__Description of the task__: Your task is to copy each line of the records that includes the string "graph".

[Source records Boundary: Start]

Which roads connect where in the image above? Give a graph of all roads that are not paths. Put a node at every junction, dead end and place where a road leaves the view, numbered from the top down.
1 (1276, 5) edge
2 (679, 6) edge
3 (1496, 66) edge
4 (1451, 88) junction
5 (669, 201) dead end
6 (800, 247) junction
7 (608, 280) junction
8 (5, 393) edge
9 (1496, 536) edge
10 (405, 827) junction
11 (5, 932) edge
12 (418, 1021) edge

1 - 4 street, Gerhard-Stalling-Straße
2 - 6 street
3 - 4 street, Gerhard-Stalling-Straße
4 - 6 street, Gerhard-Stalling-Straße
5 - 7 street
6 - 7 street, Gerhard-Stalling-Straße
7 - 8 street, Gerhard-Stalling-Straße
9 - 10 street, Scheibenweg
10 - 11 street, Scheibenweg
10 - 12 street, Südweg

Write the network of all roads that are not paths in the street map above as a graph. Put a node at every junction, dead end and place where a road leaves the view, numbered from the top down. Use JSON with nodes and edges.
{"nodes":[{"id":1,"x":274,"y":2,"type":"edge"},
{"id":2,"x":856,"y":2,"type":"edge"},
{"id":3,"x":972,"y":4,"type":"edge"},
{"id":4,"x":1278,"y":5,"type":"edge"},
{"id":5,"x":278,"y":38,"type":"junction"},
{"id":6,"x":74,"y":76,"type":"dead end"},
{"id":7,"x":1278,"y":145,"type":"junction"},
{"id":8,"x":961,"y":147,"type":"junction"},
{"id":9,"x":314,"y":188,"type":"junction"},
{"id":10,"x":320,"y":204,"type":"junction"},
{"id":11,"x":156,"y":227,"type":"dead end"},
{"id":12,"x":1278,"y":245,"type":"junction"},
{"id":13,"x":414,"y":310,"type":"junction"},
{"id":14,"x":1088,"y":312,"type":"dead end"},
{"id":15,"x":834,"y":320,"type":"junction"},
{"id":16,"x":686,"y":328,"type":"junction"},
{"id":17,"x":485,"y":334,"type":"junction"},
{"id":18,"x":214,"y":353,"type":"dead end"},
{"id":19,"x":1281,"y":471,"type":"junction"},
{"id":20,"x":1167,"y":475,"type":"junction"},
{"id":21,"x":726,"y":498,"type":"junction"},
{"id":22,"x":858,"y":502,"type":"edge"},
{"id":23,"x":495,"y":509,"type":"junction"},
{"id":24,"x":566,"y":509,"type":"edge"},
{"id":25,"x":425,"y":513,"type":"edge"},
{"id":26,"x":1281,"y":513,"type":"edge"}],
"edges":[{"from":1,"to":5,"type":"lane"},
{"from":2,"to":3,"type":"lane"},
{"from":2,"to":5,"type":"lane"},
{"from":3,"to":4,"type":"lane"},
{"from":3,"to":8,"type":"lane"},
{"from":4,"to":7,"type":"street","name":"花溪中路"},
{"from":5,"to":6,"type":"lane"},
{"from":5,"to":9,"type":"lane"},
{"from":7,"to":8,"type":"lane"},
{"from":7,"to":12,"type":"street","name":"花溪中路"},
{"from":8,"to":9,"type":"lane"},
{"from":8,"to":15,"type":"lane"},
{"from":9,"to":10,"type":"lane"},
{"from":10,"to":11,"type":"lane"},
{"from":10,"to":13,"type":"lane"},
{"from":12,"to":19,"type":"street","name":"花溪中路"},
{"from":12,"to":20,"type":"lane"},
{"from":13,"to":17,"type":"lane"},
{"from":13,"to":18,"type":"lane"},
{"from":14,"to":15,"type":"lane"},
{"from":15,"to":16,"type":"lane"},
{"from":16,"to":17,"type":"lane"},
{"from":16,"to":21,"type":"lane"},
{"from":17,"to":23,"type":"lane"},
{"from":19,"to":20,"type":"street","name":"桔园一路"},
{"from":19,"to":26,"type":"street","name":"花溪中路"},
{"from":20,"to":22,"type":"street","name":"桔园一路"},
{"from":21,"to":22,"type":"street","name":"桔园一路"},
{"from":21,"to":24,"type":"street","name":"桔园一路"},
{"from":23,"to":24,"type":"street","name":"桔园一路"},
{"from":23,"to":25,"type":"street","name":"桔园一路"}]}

[Source records Boundary: End]

__Answer__:
Which roads connect where in the image above? Give a graph of all roads that are not paths. Put a node at every junction, dead end and place where a road leaves the view, numbered from the top down.
Write the network of all roads that are not paths in the street map above as a graph. Put a node at every junction, dead end and place where a road leaves the view, numbered from the top down. Use JSON with nodes and edges.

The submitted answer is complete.